» **What to do**:
The word "Kastanienweg" marks the lines to keep; find each one in the data and copy it.

» **Supplied entries**:
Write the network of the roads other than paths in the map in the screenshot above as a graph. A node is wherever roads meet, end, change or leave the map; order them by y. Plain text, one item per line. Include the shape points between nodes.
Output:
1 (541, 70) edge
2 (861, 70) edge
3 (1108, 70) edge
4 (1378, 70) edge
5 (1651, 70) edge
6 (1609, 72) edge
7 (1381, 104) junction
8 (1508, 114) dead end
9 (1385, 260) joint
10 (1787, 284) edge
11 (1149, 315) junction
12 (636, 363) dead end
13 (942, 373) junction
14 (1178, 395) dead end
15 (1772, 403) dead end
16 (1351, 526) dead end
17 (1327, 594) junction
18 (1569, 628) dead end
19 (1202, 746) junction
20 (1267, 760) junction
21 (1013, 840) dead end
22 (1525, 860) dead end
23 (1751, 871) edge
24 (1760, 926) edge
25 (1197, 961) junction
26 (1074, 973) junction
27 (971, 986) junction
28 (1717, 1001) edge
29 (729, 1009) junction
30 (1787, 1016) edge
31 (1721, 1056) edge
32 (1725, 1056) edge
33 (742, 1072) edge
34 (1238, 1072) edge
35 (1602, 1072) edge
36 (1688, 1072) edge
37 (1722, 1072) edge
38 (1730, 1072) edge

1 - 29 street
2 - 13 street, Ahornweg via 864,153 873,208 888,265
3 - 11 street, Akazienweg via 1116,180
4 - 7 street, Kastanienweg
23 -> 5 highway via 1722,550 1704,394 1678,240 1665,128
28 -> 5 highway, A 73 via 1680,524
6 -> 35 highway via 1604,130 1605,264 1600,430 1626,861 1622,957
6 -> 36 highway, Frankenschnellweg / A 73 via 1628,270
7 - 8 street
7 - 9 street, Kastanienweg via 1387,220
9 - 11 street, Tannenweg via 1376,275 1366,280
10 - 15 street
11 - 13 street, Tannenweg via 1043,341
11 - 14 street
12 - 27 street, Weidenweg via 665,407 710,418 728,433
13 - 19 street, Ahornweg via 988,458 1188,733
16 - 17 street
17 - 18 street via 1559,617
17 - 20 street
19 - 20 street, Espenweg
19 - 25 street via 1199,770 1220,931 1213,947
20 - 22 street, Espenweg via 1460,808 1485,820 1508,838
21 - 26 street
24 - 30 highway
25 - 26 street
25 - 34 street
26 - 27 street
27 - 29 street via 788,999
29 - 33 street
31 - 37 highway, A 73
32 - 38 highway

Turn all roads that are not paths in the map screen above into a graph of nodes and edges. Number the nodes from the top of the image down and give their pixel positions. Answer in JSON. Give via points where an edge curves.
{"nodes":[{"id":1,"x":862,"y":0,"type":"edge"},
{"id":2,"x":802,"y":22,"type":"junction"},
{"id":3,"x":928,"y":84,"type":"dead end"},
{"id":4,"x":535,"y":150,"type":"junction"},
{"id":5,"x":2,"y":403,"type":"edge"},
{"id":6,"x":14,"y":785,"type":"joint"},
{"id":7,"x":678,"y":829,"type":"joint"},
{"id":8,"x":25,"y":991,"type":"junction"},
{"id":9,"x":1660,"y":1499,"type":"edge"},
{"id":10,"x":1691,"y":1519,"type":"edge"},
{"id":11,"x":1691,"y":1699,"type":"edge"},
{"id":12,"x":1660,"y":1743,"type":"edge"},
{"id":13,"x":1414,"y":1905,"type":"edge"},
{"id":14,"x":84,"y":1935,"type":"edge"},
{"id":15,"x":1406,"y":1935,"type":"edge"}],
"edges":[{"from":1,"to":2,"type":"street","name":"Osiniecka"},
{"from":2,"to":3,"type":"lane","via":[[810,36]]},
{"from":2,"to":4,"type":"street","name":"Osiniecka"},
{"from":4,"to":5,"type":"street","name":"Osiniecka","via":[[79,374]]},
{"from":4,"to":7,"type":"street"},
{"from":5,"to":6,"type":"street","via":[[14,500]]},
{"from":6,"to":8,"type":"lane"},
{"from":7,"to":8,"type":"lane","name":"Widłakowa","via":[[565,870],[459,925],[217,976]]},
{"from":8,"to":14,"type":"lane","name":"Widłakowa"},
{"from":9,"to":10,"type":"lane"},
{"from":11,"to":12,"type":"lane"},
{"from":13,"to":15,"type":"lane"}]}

» **Finished exercise**:
4 - 7 street, Kastanienweg
7 - 9 street, Kastanienweg via 1387,220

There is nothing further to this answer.